Kaiser Permanente Nurses Have Begun Their 7-Day Strike


Article originally posted on ABC


Hundreds of Kaiser Permanente nurses hit the picket line on Tuesday to kick off a seven-day strike, calling for a deal that includes increased pay and staffing.

Registered nurses at Kaiser’s flagship Los Angeles Medical Center started picketing at 7 a.m. Nurses said there will be at least 100 people at the picket line at any given time between 7 a.m. and 7 p.m. every day for the next week.
The walkout involves approximately 1,200 registered nurses who are pushing for their first contract after becoming members of the California Nurses Association back in July 2015.

The union says nurses want upgraded patient-care staffing and economic improvements so hospitals can keep experienced nurses and also recruit new ones. The union also says it wants to address frozen wages.

“We care about our patients, we love our jobs, and we do this because we care,” said Aisha Ealey, a neonatal nurse.

She says it’s time to stand up for herself and her patients, who she feels aren’t being treated fairly.

“We are in desperate need of safe patient care. We need staffing in order to do that. We’ve been in a wage freeze, a contract freeze for six years. Nurses have not had a contract,” Ealey said.

Picketers say that contract is a key issue.

“Everybody else in Southern California gets raises every year. We don’t,” said Yazmin Gaxiola, a nurse in the pediatric intensive care unit. “It seems like they give us more work and more work and more work but they don’t compensate us.”

However, Kaiser calls the strike completely unjustified.

“We believe it’s a tactic just to influence our first contract,” said Patti Clausen, the chief nurse executive at Kaiser. She said the hospital made an offer last month that would have kept the nurses among the best paid in Southern California.

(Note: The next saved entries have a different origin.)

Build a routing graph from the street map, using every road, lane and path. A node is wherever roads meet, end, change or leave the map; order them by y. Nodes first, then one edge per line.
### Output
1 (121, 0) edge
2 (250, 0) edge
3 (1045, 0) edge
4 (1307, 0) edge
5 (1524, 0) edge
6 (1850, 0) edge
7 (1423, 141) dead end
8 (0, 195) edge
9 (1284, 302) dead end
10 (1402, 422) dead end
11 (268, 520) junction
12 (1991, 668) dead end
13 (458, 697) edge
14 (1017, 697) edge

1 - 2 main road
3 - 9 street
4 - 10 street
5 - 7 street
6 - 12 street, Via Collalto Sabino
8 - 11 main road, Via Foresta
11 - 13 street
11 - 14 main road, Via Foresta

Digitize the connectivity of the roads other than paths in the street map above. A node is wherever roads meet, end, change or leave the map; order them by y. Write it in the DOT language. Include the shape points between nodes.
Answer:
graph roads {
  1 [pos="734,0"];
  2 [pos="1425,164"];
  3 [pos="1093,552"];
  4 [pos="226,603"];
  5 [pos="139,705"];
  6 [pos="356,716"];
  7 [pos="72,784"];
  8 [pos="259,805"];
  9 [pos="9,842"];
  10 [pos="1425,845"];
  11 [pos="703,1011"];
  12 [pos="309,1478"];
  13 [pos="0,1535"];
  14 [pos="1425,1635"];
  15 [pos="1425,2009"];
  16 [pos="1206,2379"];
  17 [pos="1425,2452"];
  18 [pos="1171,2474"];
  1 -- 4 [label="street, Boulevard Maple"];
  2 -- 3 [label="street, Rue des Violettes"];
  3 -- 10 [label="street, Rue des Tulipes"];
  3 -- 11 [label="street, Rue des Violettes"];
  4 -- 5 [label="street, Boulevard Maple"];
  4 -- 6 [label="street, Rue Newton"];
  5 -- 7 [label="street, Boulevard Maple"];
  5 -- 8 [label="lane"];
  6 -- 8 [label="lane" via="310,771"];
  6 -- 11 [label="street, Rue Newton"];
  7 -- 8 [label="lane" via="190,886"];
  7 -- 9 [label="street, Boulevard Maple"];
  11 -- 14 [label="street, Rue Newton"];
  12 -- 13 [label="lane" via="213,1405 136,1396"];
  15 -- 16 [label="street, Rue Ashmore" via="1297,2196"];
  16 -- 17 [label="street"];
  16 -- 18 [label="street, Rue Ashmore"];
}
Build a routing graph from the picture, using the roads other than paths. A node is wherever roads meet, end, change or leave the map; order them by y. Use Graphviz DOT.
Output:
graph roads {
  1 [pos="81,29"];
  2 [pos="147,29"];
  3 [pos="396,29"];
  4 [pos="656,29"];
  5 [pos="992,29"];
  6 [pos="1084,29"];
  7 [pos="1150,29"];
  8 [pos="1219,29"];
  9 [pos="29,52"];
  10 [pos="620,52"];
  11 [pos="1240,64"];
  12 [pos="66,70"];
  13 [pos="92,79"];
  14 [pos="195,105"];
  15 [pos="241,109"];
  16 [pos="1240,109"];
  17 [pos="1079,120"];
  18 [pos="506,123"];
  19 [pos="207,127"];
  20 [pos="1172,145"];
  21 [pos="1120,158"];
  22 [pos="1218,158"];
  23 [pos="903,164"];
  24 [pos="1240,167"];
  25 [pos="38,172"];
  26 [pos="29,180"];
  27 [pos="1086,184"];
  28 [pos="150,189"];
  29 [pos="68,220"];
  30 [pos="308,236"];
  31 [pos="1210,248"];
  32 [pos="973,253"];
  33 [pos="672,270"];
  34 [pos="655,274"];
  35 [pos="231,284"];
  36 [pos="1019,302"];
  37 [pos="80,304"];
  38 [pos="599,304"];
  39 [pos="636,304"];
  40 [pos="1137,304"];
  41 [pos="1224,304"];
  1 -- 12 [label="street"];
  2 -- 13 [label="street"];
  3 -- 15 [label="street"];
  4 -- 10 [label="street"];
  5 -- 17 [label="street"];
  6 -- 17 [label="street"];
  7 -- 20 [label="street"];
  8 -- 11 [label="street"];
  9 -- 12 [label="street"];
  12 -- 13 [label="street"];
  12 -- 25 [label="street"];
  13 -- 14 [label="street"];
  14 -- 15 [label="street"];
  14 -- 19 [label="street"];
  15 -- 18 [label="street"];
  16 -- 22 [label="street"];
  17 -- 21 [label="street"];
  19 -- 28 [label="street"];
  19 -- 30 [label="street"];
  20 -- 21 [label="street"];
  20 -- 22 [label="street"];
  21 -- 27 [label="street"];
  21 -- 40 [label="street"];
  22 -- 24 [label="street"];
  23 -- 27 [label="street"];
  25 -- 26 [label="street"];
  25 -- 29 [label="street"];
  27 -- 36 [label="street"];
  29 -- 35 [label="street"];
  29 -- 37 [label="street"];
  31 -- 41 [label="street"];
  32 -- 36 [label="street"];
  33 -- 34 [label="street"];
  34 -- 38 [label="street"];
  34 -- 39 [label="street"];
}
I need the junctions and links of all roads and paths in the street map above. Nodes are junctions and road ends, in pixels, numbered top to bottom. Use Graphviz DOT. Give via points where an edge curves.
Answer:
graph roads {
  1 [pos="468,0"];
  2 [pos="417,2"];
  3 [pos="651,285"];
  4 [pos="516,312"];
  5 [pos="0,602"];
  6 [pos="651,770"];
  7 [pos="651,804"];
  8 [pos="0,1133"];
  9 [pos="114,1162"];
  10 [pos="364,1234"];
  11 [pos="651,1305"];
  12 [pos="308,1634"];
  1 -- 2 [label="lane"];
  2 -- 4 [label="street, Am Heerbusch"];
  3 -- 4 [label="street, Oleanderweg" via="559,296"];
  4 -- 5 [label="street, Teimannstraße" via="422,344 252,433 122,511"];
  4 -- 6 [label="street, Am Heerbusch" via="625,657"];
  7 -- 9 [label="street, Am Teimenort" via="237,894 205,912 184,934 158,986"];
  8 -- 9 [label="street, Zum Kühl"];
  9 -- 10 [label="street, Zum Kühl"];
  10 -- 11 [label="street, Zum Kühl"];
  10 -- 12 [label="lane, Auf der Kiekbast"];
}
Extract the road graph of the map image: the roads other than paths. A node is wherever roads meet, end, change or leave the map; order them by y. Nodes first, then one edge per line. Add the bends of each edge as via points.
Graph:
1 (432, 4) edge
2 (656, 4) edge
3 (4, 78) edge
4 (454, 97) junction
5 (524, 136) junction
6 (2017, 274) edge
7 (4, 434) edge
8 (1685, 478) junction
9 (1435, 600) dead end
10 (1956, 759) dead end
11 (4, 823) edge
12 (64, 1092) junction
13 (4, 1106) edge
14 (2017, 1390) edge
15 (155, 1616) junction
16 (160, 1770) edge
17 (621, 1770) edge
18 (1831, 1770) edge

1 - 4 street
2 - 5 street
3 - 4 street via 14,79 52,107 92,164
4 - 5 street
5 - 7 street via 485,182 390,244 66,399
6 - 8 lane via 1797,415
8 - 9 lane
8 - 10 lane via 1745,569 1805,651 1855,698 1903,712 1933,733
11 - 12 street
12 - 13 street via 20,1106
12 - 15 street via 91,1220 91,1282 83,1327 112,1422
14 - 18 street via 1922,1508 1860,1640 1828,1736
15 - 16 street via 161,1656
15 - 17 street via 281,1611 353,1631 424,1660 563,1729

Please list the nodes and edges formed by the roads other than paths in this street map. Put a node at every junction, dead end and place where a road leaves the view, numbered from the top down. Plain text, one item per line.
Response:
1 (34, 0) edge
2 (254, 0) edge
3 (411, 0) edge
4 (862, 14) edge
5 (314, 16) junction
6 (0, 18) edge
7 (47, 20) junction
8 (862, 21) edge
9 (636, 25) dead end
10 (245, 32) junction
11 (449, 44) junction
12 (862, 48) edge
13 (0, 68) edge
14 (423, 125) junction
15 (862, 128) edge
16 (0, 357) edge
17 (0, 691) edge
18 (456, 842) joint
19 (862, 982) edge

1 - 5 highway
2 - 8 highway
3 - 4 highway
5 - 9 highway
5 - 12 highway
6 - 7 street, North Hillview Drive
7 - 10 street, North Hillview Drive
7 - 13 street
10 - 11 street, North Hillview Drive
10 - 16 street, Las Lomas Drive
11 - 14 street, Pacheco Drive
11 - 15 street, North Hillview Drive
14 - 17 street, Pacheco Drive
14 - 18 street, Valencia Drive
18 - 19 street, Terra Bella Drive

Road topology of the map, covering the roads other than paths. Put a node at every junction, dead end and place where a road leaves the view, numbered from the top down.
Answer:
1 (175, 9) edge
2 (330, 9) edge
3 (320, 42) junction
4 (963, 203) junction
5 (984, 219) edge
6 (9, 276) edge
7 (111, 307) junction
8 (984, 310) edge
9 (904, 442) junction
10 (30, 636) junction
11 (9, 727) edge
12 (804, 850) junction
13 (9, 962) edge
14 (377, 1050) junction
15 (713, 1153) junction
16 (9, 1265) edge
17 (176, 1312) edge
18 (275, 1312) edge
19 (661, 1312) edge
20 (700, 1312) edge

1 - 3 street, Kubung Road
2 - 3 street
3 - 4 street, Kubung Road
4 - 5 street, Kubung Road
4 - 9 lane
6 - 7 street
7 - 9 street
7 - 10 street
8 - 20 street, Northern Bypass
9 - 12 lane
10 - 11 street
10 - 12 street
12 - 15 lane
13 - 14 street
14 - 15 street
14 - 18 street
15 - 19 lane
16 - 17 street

She also disagrees with accusations of understaffing, saying that they always heed the health department’s recommendations.

“It’s simply not true that we do not have enough staff for the patient-care needs,” Clausen said.

While disapproving of the strike, Kaiser representatives say that they love their nurses and would also love to go back to the bargaining table. That’s something that both sides do agree on.

“Let’s just fix it. We all want the same thing. We all want to take care of our patients and do it well,” Ealey said.

Kaiser officials said the hospital is fully staffed and patient care is not going to suffer at all. Representatives also emphasize that the hospital is open and will remain fully operational throughout the duration of the strike.

Several rallies are also planned as part of the strike – Tuesday and next Monday at the strike lines and Thursday at the corporate headquarters in Pasadena.